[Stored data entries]
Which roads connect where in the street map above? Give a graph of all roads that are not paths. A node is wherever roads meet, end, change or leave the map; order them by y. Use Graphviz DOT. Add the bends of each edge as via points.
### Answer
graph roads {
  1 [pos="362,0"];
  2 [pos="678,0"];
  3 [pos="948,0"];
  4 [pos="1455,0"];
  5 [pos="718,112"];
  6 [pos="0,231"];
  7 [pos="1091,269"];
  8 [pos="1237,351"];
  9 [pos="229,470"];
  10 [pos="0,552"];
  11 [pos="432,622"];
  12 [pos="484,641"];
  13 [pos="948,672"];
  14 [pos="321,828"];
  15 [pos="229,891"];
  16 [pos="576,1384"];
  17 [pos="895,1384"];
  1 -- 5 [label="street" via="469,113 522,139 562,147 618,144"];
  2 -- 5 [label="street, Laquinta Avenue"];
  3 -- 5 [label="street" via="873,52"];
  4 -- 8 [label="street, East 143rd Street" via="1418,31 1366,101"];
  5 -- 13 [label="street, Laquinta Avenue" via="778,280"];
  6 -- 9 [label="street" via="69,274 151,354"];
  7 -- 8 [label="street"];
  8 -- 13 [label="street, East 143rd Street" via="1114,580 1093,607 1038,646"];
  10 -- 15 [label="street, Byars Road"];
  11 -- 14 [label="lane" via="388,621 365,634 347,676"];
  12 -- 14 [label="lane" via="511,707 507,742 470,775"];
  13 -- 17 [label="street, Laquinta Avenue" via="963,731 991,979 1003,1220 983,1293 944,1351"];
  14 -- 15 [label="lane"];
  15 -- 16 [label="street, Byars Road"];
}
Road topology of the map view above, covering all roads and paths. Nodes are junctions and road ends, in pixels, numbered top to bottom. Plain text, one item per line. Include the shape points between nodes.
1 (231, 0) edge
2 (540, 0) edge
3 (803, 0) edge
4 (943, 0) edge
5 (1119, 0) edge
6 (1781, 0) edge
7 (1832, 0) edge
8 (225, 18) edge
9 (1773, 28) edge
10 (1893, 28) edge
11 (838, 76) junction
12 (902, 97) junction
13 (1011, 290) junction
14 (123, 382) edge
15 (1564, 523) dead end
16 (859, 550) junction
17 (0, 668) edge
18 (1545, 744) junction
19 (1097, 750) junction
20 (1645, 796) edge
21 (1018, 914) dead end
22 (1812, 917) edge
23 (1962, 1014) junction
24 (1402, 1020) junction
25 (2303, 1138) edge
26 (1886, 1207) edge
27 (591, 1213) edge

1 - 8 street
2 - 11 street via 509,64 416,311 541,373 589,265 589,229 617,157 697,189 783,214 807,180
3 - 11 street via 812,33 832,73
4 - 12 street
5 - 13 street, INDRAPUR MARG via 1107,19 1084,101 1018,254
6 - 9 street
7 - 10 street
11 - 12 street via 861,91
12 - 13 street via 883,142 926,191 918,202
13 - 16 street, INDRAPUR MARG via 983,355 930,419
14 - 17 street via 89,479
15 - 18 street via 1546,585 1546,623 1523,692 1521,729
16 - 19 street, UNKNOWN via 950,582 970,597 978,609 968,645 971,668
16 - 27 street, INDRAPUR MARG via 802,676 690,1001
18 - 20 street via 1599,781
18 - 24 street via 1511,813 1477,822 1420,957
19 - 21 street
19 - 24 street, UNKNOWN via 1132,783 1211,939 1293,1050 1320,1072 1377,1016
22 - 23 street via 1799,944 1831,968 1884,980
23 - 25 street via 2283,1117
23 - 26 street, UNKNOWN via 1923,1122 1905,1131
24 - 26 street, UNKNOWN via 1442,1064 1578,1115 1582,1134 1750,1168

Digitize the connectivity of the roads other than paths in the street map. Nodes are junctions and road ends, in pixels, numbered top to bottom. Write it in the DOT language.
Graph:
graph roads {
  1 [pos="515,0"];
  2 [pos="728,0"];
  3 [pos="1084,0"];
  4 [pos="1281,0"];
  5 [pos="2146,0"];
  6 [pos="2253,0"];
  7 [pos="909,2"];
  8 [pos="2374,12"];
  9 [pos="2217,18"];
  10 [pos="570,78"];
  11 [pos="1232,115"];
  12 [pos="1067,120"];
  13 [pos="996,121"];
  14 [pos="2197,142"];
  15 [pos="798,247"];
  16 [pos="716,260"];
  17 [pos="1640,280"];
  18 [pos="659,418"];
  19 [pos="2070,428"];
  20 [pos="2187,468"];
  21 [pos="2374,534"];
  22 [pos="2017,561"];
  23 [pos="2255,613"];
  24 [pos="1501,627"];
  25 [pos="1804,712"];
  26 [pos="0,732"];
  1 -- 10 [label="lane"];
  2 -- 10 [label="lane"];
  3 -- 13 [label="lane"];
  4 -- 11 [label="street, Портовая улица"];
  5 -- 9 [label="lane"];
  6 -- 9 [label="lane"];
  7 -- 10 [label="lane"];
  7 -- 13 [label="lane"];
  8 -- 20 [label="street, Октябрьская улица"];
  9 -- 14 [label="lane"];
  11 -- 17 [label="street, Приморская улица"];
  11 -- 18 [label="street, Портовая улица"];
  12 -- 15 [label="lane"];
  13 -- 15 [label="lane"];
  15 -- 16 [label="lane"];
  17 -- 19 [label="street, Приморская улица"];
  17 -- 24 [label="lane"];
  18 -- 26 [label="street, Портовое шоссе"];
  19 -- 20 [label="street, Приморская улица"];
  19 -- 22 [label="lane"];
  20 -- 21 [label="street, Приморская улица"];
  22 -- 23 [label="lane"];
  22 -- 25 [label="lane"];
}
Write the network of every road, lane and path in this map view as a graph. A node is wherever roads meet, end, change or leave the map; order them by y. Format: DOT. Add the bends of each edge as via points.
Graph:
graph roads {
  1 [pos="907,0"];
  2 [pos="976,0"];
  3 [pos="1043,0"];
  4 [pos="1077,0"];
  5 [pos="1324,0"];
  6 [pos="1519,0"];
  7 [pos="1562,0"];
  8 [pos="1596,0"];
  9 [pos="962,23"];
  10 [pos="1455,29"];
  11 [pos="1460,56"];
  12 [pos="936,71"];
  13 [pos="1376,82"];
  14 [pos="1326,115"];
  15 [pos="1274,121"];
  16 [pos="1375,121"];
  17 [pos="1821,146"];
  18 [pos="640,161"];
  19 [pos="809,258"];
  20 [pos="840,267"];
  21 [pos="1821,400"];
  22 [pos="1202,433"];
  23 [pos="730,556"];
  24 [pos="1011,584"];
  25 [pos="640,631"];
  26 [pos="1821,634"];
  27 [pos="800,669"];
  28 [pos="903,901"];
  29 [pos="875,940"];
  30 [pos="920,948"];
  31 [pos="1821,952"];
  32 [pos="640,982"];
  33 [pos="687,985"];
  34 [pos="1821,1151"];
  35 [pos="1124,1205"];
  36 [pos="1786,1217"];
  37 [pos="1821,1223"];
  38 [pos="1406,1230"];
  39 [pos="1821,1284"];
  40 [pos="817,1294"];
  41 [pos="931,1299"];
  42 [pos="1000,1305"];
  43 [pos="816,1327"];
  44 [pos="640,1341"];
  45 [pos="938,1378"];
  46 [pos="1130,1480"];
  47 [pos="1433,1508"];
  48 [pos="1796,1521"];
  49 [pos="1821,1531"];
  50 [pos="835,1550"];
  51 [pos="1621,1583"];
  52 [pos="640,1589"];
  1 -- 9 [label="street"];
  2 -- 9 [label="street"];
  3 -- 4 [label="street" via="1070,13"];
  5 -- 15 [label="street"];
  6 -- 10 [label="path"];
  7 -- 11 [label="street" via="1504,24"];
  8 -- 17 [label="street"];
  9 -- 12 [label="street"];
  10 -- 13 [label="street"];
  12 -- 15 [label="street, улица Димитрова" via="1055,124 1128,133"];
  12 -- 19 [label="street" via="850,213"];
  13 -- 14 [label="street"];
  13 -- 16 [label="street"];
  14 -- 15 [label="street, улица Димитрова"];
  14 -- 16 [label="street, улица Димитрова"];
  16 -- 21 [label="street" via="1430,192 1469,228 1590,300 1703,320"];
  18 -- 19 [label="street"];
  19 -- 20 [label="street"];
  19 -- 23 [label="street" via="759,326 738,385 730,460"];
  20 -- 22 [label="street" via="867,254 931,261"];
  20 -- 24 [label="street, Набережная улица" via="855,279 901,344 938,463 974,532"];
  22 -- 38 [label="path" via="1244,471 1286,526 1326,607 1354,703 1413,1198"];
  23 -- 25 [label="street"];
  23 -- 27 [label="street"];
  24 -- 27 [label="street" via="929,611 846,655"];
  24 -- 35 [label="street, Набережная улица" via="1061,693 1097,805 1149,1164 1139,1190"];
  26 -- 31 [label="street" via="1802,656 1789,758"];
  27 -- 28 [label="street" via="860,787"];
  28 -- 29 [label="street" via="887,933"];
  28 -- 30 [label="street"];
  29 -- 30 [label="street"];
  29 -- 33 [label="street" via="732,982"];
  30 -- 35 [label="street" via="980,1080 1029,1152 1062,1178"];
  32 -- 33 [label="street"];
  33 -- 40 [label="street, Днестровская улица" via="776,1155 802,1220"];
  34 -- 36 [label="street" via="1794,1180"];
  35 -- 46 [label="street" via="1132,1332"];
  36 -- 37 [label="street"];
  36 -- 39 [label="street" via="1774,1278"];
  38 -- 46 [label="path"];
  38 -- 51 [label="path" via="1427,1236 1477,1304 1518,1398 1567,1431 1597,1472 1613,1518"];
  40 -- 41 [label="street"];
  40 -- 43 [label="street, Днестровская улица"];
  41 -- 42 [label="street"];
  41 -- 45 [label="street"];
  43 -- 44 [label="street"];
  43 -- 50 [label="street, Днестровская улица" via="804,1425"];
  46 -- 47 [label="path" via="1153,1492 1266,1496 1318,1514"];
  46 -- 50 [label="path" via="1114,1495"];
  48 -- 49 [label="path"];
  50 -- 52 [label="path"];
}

* Problem statement:
Scan the records above and report every line with the string "Днестровская".

* Output below:
  33 -- 40 [label="street, Днестровская улица" via="776,1155 802,1220"];
  40 -- 43 [label="street, Днестровская улица"];
  43 -- 50 [label="street, Днестровская улица" via="804,1425"];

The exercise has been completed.